Description of the task:
Write each entry out once more, please, precisely as shown.

Records shown:
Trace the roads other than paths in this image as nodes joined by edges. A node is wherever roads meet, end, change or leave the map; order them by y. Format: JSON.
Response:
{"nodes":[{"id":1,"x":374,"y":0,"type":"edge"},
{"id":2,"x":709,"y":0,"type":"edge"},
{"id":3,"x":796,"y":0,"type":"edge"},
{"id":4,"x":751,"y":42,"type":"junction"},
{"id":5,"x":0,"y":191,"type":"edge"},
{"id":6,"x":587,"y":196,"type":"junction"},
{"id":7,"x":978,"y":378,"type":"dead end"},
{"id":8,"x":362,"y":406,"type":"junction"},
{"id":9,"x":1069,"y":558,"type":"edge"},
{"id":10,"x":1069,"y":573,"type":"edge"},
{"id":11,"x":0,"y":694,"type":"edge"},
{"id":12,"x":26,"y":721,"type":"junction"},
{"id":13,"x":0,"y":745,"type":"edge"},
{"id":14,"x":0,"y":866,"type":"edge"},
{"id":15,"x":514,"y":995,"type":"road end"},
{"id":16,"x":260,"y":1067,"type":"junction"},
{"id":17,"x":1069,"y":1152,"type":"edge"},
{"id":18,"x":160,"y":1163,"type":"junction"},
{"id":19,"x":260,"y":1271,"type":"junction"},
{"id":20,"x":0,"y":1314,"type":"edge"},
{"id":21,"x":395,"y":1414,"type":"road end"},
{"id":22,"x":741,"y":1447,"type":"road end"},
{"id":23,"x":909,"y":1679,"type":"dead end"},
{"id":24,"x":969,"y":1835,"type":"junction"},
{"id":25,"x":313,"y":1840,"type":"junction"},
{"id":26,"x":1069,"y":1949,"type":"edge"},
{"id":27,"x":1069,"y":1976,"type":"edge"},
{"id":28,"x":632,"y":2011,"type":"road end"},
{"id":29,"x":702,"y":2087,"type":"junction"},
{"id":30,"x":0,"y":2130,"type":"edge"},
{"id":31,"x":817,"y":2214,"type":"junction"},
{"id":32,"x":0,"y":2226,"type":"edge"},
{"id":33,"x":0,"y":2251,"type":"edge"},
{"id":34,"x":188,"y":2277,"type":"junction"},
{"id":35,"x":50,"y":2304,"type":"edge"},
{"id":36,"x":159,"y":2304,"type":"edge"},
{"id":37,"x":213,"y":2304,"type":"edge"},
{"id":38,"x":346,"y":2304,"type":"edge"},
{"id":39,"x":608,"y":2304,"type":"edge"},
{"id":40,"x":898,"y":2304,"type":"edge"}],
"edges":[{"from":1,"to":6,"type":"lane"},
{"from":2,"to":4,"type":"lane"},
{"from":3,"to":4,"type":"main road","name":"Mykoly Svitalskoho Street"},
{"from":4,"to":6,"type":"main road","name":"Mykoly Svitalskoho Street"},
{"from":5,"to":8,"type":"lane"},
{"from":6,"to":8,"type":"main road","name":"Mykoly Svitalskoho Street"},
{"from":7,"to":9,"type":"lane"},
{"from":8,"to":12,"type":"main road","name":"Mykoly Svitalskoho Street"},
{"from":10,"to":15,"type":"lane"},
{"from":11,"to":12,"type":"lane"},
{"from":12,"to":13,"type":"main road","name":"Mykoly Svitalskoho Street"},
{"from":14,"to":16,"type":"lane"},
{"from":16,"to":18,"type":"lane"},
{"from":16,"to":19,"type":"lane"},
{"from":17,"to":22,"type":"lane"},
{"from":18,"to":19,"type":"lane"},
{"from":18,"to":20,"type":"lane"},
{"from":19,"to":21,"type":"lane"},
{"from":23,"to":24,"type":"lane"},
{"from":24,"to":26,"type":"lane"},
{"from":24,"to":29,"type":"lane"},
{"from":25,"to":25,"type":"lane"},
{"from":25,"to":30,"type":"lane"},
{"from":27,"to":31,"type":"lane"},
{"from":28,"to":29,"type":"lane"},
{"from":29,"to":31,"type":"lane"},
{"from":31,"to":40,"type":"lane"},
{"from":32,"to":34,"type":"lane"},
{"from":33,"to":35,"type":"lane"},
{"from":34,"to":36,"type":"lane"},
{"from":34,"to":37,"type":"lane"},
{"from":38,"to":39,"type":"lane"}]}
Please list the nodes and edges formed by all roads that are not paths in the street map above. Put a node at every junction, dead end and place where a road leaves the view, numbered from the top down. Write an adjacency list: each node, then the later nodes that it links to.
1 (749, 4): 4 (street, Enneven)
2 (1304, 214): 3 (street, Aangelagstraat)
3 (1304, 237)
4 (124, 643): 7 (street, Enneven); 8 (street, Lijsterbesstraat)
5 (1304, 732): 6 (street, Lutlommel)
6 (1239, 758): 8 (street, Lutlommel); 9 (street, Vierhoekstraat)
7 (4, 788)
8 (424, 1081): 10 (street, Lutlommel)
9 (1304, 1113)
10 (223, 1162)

Task output:
Trace the roads other than paths in this image as nodes joined by edges. A node is wherever roads meet, end, change or leave the map; order them by y. Format: JSON.
Response:
{"nodes":[{"id":1,"x":374,"y":0,"type":"edge"},
{"id":2,"x":709,"y":0,"type":"edge"},
{"id":3,"x":796,"y":0,"type":"edge"},
{"id":4,"x":751,"y":42,"type":"junction"},
{"id":5,"x":0,"y":191,"type":"edge"},
{"id":6,"x":587,"y":196,"type":"junction"},
{"id":7,"x":978,"y":378,"type":"dead end"},
{"id":8,"x":362,"y":406,"type":"junction"},
{"id":9,"x":1069,"y":558,"type":"edge"},
{"id":10,"x":1069,"y":573,"type":"edge"},
{"id":11,"x":0,"y":694,"type":"edge"},
{"id":12,"x":26,"y":721,"type":"junction"},
{"id":13,"x":0,"y":745,"type":"edge"},
{"id":14,"x":0,"y":866,"type":"edge"},
{"id":15,"x":514,"y":995,"type":"road end"},
{"id":16,"x":260,"y":1067,"type":"junction"},
{"id":17,"x":1069,"y":1152,"type":"edge"},
{"id":18,"x":160,"y":1163,"type":"junction"},
{"id":19,"x":260,"y":1271,"type":"junction"},
{"id":20,"x":0,"y":1314,"type":"edge"},
{"id":21,"x":395,"y":1414,"type":"road end"},
{"id":22,"x":741,"y":1447,"type":"road end"},
{"id":23,"x":909,"y":1679,"type":"dead end"},
{"id":24,"x":969,"y":1835,"type":"junction"},
{"id":25,"x":313,"y":1840,"type":"junction"},
{"id":26,"x":1069,"y":1949,"type":"edge"},
{"id":27,"x":1069,"y":1976,"type":"edge"},
{"id":28,"x":632,"y":2011,"type":"road end"},
{"id":29,"x":702,"y":2087,"type":"junction"},
{"id":30,"x":0,"y":2130,"type":"edge"},
{"id":31,"x":817,"y":2214,"type":"junction"},
{"id":32,"x":0,"y":2226,"type":"edge"},
{"id":33,"x":0,"y":2251,"type":"edge"},
{"id":34,"x":188,"y":2277,"type":"junction"},
{"id":35,"x":50,"y":2304,"type":"edge"},
{"id":36,"x":159,"y":2304,"type":"edge"},
{"id":37,"x":213,"y":2304,"type":"edge"},
{"id":38,"x":346,"y":2304,"type":"edge"},
{"id":39,"x":608,"y":2304,"type":"edge"},
{"id":40,"x":898,"y":2304,"type":"edge"}],
"edges":[{"from":1,"to":6,"type":"lane"},
{"from":2,"to":4,"type":"lane"},
{"from":3,"to":4,"type":"main road","name":"Mykoly Svitalskoho Street"},
{"from":4,"to":6,"type":"main road","name":"Mykoly Svitalskoho Street"},
{"from":5,"to":8,"type":"lane"},
{"from":6,"to":8,"type":"main road","name":"Mykoly Svitalskoho Street"},
{"from":7,"to":9,"type":"lane"},
{"from":8,"to":12,"type":"main road","name":"Mykoly Svitalskoho Street"},
{"from":10,"to":15,"type":"lane"},
{"from":11,"to":12,"type":"lane"},
{"from":12,"to":13,"type":"main road","name":"Mykoly Svitalskoho Street"},
{"from":14,"to":16,"type":"lane"},
{"from":16,"to":18,"type":"lane"},
{"from":16,"to":19,"type":"lane"},
{"from":17,"to":22,"type":"lane"},
{"from":18,"to":19,"type":"lane"},
{"from":18,"to":20,"type":"lane"},
{"from":19,"to":21,"type":"lane"},
{"from":23,"to":24,"type":"lane"},
{"from":24,"to":26,"type":"lane"},
{"from":24,"to":29,"type":"lane"},
{"from":25,"to":25,"type":"lane"},
{"from":25,"to":30,"type":"lane"},
{"from":27,"to":31,"type":"lane"},
{"from":28,"to":29,"type":"lane"},
{"from":29,"to":31,"type":"lane"},
{"from":31,"to":40,"type":"lane"},
{"from":32,"to":34,"type":"lane"},
{"from":33,"to":35,"type":"lane"},
{"from":34,"to":36,"type":"lane"},
{"from":34,"to":37,"type":"lane"},
{"from":38,"to":39,"type":"lane"}]}
Please list the nodes and edges formed by all roads that are not paths in the street map above. Put a node at every junction, dead end and place where a road leaves the view, numbered from the top down. Write an adjacency list: each node, then the later nodes that it links to.
1 (749, 4): 4 (street, Enneven)
2 (1304, 214): 3 (street, Aangelagstraat)
3 (1304, 237)
4 (124, 643): 7 (street, Enneven); 8 (street, Lijsterbesstraat)
5 (1304, 732): 6 (street, Lutlommel)
6 (1239, 758): 8 (street, Lutlommel); 9 (street, Vierhoekstraat)
7 (4, 788)
8 (424, 1081): 10 (street, Lutlommel)
9 (1304, 1113)
10 (223, 1162)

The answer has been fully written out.